Moody's Changes US Credit Rating Outlook to "Negative" Citing Large Fiscal Deficits
Key Highlights :
Moody's on Friday changed its outlook on the U.S. credit rating to "negative" from "stable," citing large fiscal deficits and a decline in debt affordability. This follows a rating downgrade of the sovereign by another rating agency, Fitch, earlier this year, which came after months of political brinkmanship around the U.S. debt ceiling. The move has sparked criticism from top officials in President Joe Biden's administration, who have rejected the change and highlighted the U.S. economy's strength.
Moody's cited "continued political polarization within US Congress" as a major factor in the outlook change, noting that it raises the risk that successive governments will not be able to reach consensus on a fiscal plan to slow the decline in debt affordability.
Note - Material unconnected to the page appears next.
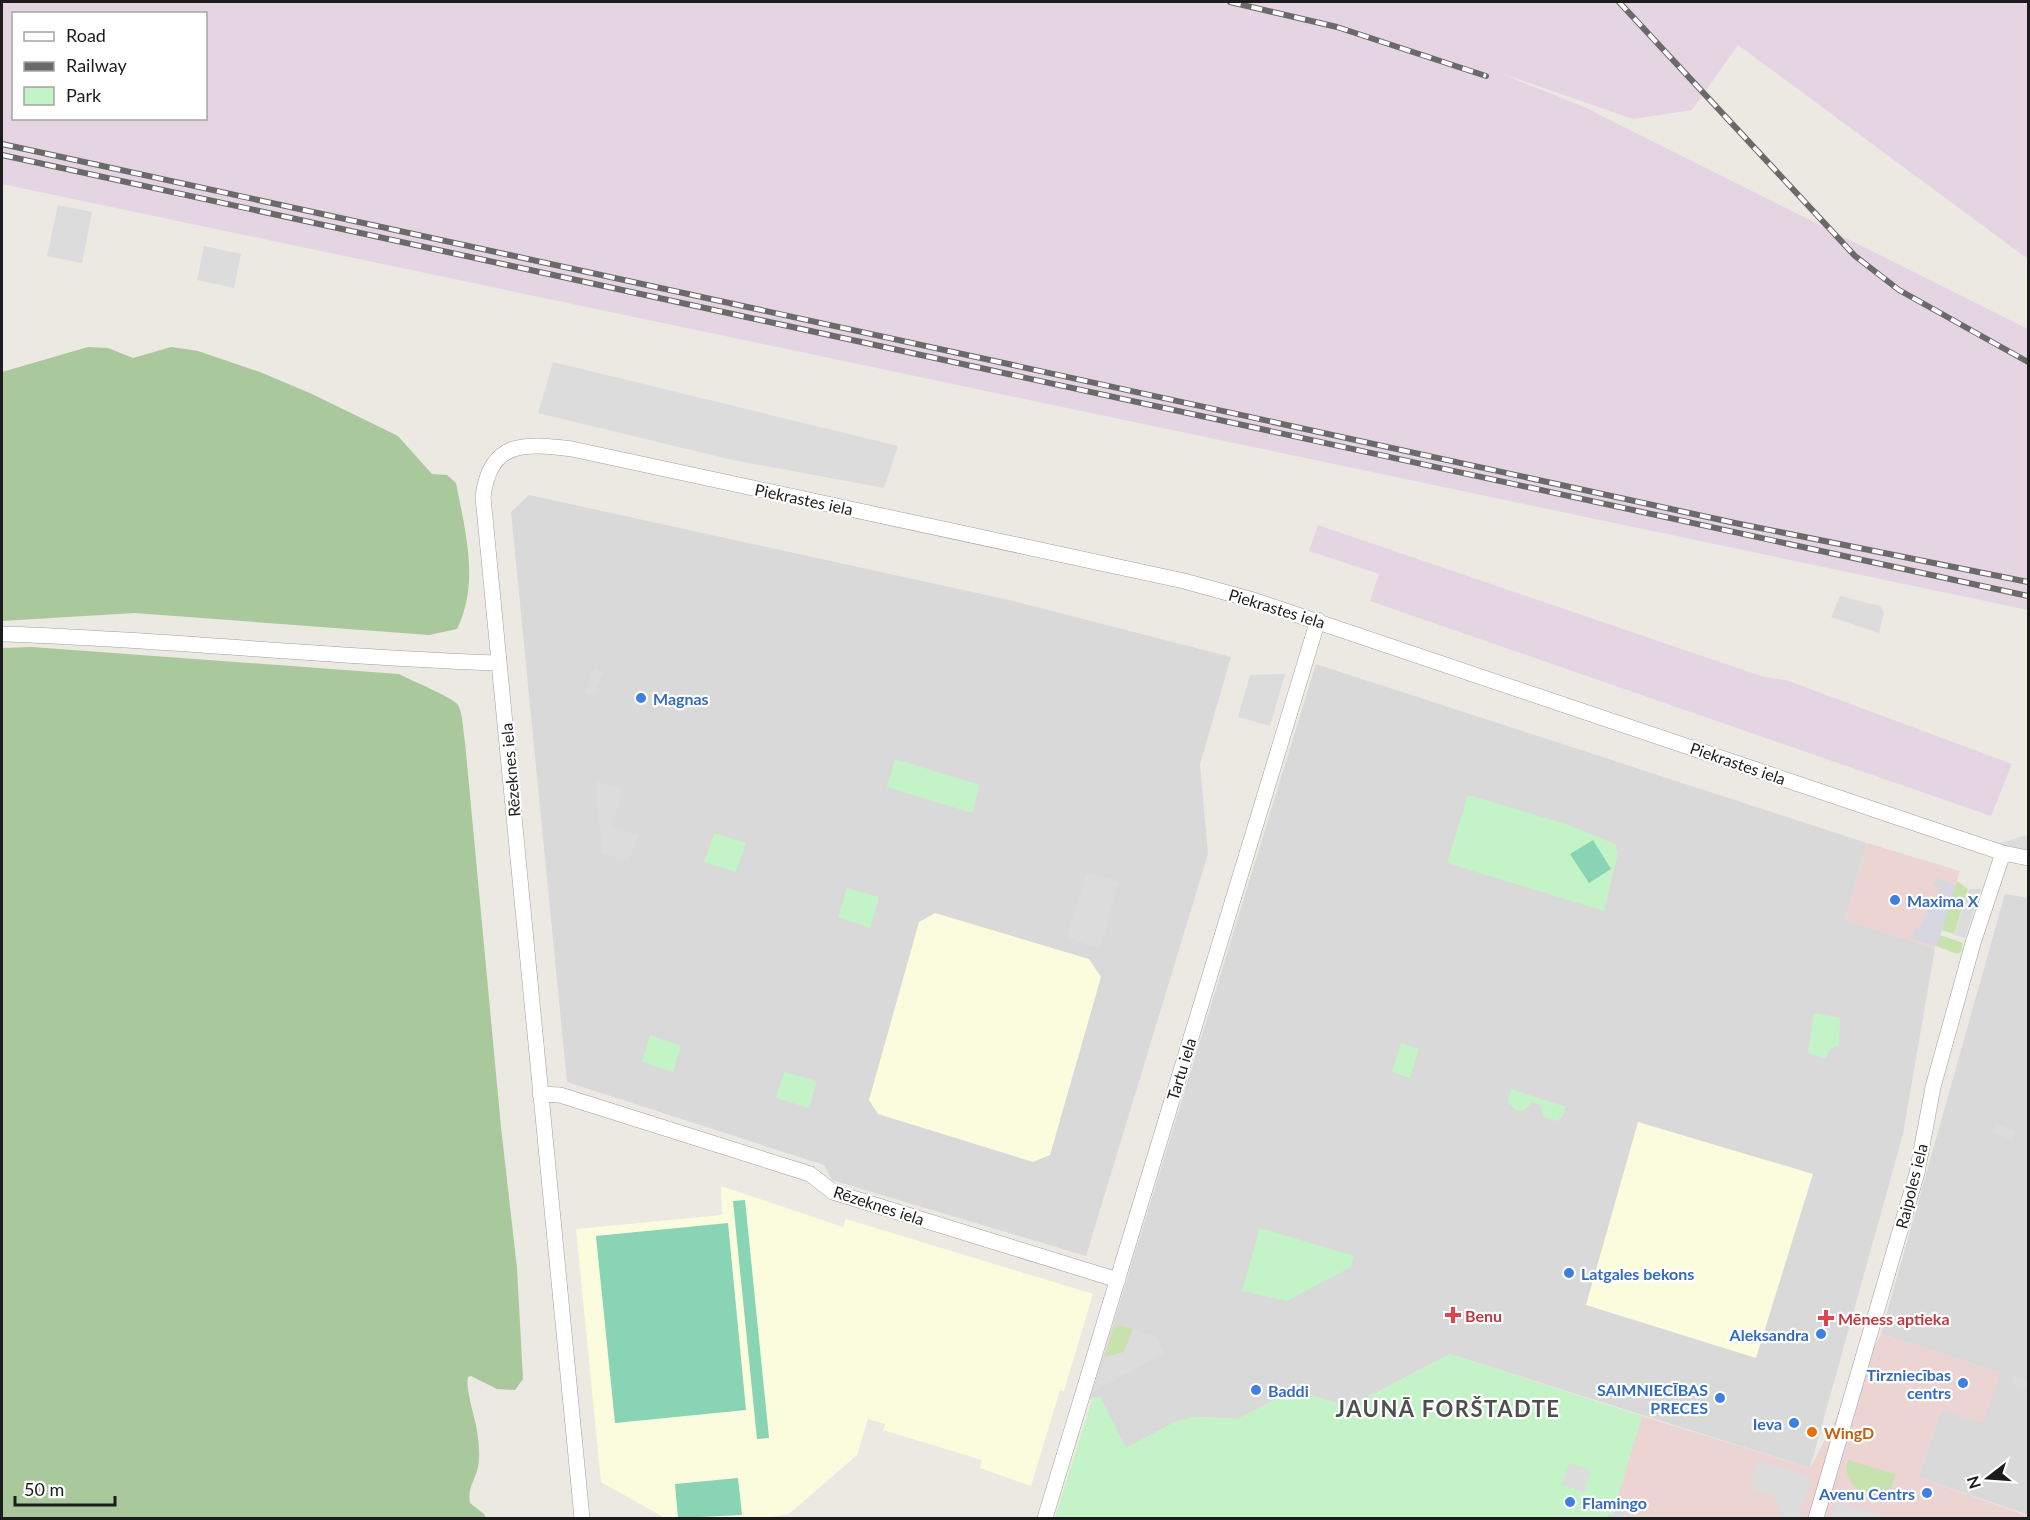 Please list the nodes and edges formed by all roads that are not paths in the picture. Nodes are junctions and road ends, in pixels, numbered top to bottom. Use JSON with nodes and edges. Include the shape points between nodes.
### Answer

Republicans who control the U.S. House of Representatives expect to release a stopgap spending measure on Saturday, aimed at averting a partial government shutdown by keeping federal agencies open when current funding expires next Friday.
Moody's is the last of the three major rating agencies to maintain a top rating for the U.S. government. Fitch changed its rating from triple-A to AA+ in August joining S&P, which has an AA+ rating since 2011. While it changed its outlook - indicating that a downgrade is possible over the medium term - Moody's affirmed its long-term issuer and senior unsecured ratings at 'Aaa' citing the U.S. credit and economic strengths. "The US' institutional and governance strength is also very high, supported in particular by monetary and macroeconomic policy effectiveness," it said.
White House spokesperson Karine Jean-Pierre said the change was "yet another consequence of congressional Republican extremism and dysfunction." Deputy Treasury Secretary Wally Adeyemo echoed that sentiment, saying, “While the statement by Moody’s maintains the United States’ AAA rating, we disagree with the shift to a negative outlook. The American economy remains strong, and Treasury securities are the world’s preeminent safe and liquid asset.” Adeyemo highlighted the Biden administration's commitment to fiscal sustainability, including through over $1 trillion in deficit reduction measures included in a June agreement struck with Congress on raising the U.S. debt limit, and Biden’s proposal to reduce the deficit by nearly $2.5 trillion over the next decade.
It remains to be seen how the U.S. government will respond to Moody's outlook change and whether it will be able to take the necessary steps to prevent a downgrade of the U.S. credit rating. In the meantime, it is important for the government to continue to focus on fiscal sustainability and political consensus to ensure the long-term stability of the U.S. economy.